* [Data to use]
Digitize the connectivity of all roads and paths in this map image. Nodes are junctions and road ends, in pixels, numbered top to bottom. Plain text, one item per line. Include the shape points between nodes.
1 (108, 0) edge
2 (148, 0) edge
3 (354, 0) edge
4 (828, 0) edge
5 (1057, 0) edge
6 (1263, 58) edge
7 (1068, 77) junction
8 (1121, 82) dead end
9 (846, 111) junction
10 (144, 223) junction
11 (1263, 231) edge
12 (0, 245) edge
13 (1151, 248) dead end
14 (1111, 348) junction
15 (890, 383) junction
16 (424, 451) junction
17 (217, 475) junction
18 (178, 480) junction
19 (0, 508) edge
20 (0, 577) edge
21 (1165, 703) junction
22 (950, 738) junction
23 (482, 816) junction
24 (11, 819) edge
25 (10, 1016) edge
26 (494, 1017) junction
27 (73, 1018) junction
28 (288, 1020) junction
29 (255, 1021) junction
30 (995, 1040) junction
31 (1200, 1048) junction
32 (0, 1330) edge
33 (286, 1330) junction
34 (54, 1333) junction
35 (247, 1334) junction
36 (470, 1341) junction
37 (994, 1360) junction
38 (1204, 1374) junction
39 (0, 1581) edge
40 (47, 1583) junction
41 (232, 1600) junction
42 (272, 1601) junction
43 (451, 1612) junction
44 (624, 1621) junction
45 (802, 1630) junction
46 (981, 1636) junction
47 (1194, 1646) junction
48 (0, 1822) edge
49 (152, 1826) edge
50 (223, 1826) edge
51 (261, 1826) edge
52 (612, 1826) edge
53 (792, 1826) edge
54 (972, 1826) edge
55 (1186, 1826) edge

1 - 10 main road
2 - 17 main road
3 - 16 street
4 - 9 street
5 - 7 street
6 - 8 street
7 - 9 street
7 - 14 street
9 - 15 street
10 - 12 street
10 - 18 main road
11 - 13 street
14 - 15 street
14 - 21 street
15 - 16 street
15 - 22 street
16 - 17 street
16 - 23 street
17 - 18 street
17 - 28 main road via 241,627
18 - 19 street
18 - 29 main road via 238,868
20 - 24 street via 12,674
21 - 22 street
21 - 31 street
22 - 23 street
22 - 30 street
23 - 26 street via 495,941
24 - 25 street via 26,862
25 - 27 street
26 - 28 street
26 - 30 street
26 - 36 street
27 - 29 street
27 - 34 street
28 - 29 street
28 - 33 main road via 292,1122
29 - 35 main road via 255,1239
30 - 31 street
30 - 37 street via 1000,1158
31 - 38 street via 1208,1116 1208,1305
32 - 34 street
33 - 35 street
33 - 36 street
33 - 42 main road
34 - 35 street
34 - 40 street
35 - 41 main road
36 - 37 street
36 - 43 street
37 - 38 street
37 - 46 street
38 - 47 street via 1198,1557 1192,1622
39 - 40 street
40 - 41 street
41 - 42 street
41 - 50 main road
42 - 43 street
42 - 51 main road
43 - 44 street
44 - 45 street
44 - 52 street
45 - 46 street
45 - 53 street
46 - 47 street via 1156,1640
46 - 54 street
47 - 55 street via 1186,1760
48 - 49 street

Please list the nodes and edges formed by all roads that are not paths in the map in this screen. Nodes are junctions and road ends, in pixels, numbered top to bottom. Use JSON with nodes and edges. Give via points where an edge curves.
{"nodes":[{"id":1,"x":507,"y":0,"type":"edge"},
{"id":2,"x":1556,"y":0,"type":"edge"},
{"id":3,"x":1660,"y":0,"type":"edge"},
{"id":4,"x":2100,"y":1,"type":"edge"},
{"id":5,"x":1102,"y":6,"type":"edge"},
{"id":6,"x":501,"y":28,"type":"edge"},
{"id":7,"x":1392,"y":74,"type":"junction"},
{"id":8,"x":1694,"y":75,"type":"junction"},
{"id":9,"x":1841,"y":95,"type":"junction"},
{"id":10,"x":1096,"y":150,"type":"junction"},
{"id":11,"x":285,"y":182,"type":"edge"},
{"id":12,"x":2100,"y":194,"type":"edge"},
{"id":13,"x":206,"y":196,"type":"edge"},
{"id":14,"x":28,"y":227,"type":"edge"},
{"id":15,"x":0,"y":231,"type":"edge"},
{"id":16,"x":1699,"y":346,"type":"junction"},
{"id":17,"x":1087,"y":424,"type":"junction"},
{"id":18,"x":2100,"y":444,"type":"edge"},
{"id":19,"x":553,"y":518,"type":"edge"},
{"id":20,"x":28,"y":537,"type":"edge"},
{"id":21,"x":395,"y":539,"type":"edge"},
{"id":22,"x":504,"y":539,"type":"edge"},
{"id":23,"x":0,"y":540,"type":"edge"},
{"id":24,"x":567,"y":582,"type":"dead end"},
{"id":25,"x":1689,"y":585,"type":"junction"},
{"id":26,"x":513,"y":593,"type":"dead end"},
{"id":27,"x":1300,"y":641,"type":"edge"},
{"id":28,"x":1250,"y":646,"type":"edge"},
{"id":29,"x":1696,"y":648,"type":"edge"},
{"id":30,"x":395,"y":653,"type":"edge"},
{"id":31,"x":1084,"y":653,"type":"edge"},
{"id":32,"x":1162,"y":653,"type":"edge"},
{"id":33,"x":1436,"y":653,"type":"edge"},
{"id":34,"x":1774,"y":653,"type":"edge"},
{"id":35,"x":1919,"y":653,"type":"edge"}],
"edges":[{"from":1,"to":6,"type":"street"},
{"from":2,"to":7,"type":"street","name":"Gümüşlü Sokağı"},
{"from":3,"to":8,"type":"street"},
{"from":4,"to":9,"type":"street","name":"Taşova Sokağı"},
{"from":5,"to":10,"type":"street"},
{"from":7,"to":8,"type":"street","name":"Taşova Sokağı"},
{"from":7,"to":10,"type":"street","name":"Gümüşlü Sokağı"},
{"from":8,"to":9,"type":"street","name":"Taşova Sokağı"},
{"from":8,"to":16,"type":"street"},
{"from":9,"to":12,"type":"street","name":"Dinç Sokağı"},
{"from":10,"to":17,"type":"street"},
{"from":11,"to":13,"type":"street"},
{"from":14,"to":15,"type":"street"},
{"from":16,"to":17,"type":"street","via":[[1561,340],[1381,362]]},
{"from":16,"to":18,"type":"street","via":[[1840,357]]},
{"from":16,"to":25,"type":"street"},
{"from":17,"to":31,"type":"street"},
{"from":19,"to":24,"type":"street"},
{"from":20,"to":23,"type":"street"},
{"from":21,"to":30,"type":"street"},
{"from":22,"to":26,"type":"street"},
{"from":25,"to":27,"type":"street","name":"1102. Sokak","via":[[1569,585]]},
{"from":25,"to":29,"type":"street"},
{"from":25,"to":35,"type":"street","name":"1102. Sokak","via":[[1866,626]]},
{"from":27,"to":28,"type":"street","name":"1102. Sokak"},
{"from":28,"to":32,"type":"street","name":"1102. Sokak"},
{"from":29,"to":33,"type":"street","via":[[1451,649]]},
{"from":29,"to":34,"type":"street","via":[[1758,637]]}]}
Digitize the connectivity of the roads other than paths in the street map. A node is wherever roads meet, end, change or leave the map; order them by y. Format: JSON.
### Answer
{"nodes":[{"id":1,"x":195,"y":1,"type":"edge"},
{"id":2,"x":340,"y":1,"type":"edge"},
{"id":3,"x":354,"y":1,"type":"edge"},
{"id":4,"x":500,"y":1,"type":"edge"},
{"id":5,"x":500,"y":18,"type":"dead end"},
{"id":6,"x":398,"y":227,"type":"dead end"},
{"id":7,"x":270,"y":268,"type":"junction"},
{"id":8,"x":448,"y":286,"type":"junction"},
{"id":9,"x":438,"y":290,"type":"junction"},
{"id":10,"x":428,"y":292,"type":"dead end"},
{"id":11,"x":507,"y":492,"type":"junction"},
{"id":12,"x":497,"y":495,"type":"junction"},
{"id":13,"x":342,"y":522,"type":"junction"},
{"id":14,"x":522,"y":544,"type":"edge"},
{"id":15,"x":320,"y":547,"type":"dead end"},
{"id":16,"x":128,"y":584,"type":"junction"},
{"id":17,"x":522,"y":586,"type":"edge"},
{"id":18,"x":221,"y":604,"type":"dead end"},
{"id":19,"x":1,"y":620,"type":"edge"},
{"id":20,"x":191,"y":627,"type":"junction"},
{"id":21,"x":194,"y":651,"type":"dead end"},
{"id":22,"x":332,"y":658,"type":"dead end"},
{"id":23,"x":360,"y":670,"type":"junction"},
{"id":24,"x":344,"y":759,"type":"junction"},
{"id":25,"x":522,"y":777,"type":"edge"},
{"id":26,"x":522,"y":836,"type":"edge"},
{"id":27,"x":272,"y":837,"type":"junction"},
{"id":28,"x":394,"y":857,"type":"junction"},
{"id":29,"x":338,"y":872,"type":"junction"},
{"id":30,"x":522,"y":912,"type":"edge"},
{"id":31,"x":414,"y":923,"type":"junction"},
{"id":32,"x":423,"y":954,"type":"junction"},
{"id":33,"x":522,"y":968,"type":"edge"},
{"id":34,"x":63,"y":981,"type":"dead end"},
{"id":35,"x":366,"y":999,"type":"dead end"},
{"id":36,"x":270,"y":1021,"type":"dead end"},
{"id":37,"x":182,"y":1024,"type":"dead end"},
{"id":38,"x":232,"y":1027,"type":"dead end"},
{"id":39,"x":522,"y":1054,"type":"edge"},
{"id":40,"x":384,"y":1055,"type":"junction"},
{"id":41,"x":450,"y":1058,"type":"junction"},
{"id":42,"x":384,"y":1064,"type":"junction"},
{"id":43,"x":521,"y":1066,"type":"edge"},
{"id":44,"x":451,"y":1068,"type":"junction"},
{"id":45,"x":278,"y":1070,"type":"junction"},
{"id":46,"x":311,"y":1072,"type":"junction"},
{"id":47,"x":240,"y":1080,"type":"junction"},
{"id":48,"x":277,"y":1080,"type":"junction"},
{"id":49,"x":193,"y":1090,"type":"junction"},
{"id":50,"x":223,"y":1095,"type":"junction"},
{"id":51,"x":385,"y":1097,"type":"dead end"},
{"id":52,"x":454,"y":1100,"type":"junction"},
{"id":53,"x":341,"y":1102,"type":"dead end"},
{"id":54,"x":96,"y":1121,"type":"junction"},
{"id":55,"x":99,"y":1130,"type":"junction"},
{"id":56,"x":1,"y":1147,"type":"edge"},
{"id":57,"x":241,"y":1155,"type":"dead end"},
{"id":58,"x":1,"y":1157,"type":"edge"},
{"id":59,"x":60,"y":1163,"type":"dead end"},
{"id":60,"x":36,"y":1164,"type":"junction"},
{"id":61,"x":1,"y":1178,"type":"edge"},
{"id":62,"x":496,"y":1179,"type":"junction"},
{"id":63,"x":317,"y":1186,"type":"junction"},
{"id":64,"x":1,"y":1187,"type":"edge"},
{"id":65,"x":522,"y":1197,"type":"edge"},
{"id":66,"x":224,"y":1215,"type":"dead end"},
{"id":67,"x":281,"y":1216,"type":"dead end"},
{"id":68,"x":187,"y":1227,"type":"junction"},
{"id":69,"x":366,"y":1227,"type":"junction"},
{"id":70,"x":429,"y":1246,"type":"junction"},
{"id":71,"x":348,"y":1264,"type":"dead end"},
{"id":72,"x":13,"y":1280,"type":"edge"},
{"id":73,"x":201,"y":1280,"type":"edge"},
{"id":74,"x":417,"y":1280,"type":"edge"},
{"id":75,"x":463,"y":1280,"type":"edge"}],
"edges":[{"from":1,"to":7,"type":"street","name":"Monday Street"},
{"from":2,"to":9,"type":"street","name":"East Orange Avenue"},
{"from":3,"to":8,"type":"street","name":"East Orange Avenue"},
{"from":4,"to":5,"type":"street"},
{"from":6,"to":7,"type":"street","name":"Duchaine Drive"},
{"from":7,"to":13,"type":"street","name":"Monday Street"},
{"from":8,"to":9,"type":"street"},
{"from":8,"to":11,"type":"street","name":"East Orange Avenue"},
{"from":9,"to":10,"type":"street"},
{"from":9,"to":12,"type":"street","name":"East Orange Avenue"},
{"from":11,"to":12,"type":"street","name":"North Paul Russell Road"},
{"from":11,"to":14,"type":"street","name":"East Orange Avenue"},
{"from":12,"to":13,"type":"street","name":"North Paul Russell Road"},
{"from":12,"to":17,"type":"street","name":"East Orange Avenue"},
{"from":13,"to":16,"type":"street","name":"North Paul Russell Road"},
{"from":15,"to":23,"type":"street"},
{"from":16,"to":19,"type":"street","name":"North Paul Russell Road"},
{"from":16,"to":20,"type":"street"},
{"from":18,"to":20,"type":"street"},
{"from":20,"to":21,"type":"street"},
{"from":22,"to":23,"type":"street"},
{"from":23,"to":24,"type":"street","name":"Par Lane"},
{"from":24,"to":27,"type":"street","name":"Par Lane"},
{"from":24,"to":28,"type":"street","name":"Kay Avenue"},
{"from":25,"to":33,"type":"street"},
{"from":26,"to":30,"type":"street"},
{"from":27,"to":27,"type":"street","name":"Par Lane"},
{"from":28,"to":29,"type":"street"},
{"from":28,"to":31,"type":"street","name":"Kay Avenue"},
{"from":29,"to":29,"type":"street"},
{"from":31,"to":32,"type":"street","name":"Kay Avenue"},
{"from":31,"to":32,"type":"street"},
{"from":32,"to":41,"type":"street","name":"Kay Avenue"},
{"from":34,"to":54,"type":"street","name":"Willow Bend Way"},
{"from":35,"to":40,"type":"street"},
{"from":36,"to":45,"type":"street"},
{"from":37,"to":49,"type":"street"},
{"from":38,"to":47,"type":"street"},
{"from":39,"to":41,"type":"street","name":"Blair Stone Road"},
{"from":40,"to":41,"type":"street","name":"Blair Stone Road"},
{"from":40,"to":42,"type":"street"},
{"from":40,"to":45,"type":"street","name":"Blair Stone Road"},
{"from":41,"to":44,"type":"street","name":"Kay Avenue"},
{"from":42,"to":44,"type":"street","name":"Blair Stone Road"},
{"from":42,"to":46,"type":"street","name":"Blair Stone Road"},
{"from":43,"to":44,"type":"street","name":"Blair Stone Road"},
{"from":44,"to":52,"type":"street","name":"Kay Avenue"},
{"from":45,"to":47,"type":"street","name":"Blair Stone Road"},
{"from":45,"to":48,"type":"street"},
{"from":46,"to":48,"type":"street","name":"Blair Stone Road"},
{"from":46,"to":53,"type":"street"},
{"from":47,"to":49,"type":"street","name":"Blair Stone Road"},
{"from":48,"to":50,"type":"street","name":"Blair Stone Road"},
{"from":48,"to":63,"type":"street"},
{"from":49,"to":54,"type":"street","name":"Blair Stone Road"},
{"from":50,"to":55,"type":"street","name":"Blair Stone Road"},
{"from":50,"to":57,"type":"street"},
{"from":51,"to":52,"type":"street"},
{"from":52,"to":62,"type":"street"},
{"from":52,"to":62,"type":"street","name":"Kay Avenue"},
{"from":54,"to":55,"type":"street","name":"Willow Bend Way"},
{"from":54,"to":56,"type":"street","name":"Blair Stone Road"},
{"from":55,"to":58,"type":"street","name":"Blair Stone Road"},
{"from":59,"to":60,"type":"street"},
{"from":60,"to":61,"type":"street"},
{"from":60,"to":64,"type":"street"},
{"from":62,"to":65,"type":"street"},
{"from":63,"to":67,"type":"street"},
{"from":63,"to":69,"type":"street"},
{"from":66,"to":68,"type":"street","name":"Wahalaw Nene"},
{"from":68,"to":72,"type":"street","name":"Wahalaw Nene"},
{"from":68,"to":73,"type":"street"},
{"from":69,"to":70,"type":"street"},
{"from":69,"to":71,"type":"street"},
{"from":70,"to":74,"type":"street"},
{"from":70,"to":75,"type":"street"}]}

* [Instructions to follow]
Answer with a number alone: how many lines of the listing above include the string "edges"?

* [Answer box]
3